▶ _Prompt_
Your task is to transcribe the records exactly, skipping every image.

▶ _Task input_
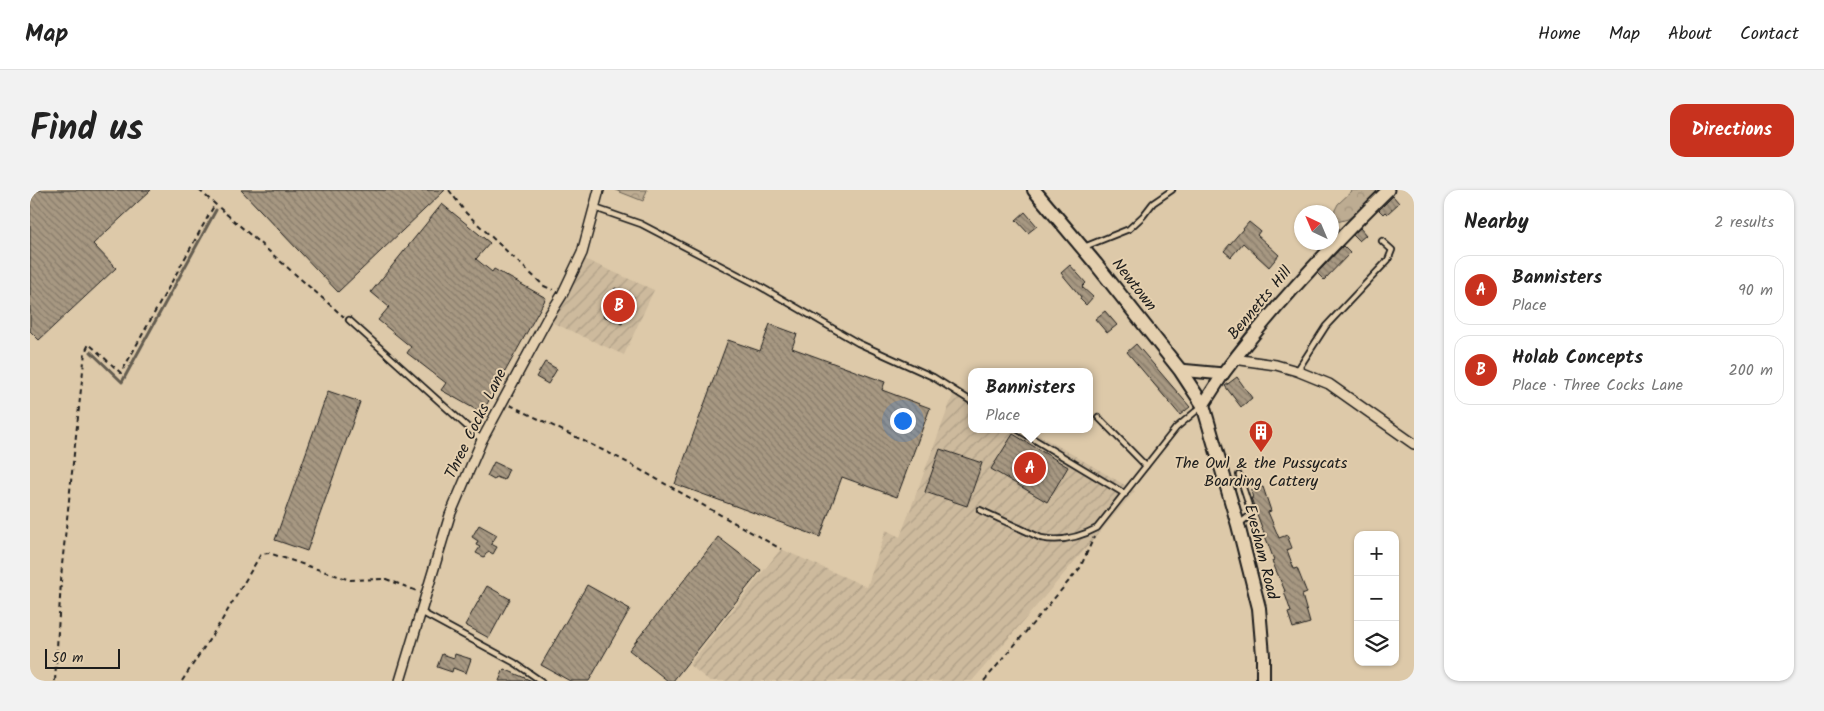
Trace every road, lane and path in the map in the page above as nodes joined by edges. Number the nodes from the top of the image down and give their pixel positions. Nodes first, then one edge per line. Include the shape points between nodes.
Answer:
1 (199, 190) edge
2 (449, 190) edge
3 (599, 190) edge
4 (1034, 190) edge
5 (1172, 190) edge
6 (1388, 190) edge
7 (214, 204) junction
8 (594, 208) junction
9 (1382, 240) dead end
10 (1082, 248) junction
11 (562, 295) junction
12 (349, 320) joint
13 (1234, 359) junction
14 (1180, 370) junction
15 (1297, 371) junction
16 (1223, 374) junction
17 (968, 399) edge
18 (503, 401) junction
19 (1203, 405) junction
20 (1098, 417) dead end
21 (1024, 433) edge
22 (482, 440) junction
23 (1414, 444) edge
24 (1146, 466) junction
25 (1239, 476) dead end
26 (1125, 494) junction
27 (980, 510) dead end
28 (1238, 525) junction
29 (1098, 528) junction
30 (781, 549) dead end
31 (425, 594) junction
32 (421, 612) junction
33 (55, 681) edge
34 (182, 681) edge
35 (400, 681) edge
36 (541, 681) edge
37 (984, 681) edge
38 (1263, 681) edge

1 - 7 path
2 - 11 path via 466,213 544,286
3 - 8 street, Three Cocks Lane
4 - 10 main road, Newtown
5 - 10 lane via 1153,203 1129,229
6 - 13 street, Bennetts Hill via 1303,277
7 - 12 path
7 - 33 path via 121,373 89,344 85,352 62,565
8 - 11 street, Three Cocks Lane via 582,253
8 - 17 lane via 647,227 756,284 858,343 932,377
9 - 15 lane via 1392,250 1388,260 1326,326
10 - 14 main road, Newtown
11 - 18 street, Three Cocks Lane
12 - 22 lane
13 - 15 street
13 - 16 street, Bennetts Hill
14 - 16 street
14 - 19 main road, Newtown
15 - 23 street via 1329,384
16 - 19 street, Bennetts Hill
18 - 22 street, Three Cocks Lane
18 - 30 path via 621,459
19 - 24 lane via 1176,428
19 - 28 main road, Evesham Road
20 - 24 lane
21 - 26 lane
22 - 31 street, Three Cocks Lane via 450,516
24 - 26 lane
25 - 28 lane via 1251,512
26 - 29 lane
27 - 29 lane via 1051,540 1078,536
28 - 38 main road, Evesham Road via 1259,608
29 - 37 path via 1080,568
31 - 32 street, Three Cocks Lane
31 - 34 path via 386,579 350,580 269,553 261,554
32 - 35 street, Three Cocks Lane
32 - 36 lane via 515,663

▶ _Answer box_
Trace every road, lane and path in the map in the page above as nodes joined by edges. Number the nodes from the top of the image down and give their pixel positions. Nodes first, then one edge per line. Include the shape points between nodes.
Answer:
1 (199, 190) edge
2 (449, 190) edge
3 (599, 190) edge
4 (1034, 190) edge
5 (1172, 190) edge
6 (1388, 190) edge
7 (214, 204) junction
8 (594, 208) junction
9 (1382, 240) dead end
10 (1082, 248) junction
11 (562, 295) junction
12 (349, 320) joint
13 (1234, 359) junction
14 (1180, 370) junction
15 (1297, 371) junction
16 (1223, 374) junction
17 (968, 399) edge
18 (503, 401) junction
19 (1203, 405) junction
20 (1098, 417) dead end
21 (1024, 433) edge
22 (482, 440) junction
23 (1414, 444) edge
24 (1146, 466) junction
25 (1239, 476) dead end
26 (1125, 494) junction
27 (980, 510) dead end
28 (1238, 525) junction
29 (1098, 528) junction
30 (781, 549) dead end
31 (425, 594) junction
32 (421, 612) junction
33 (55, 681) edge
34 (182, 681) edge
35 (400, 681) edge
36 (541, 681) edge
37 (984, 681) edge
38 (1263, 681) edge

1 - 7 path
2 - 11 path via 466,213 544,286
3 - 8 street, Three Cocks Lane
4 - 10 main road, Newtown
5 - 10 lane via 1153,203 1129,229
6 - 13 street, Bennetts Hill via 1303,277
7 - 12 path
7 - 33 path via 121,373 89,344 85,352 62,565
8 - 11 street, Three Cocks Lane via 582,253
8 - 17 lane via 647,227 756,284 858,343 932,377
9 - 15 lane via 1392,250 1388,260 1326,326
10 - 14 main road, Newtown
11 - 18 street, Three Cocks Lane
12 - 22 lane
13 - 15 street
13 - 16 street, Bennetts Hill
14 - 16 street
14 - 19 main road, Newtown
15 - 23 street via 1329,384
16 - 19 street, Bennetts Hill
18 - 22 street, Three Cocks Lane
18 - 30 path via 621,459
19 - 24 lane via 1176,428
19 - 28 main road, Evesham Road
20 - 24 lane
21 - 26 lane
22 - 31 street, Three Cocks Lane via 450,516
24 - 26 lane
25 - 28 lane via 1251,512
26 - 29 lane
27 - 29 lane via 1051,540 1078,536
28 - 38 main road, Evesham Road via 1259,608
29 - 37 path via 1080,568
31 - 32 street, Three Cocks Lane
31 - 34 path via 386,579 350,580 269,553 261,554
32 - 35 street, Three Cocks Lane
32 - 36 lane via 515,663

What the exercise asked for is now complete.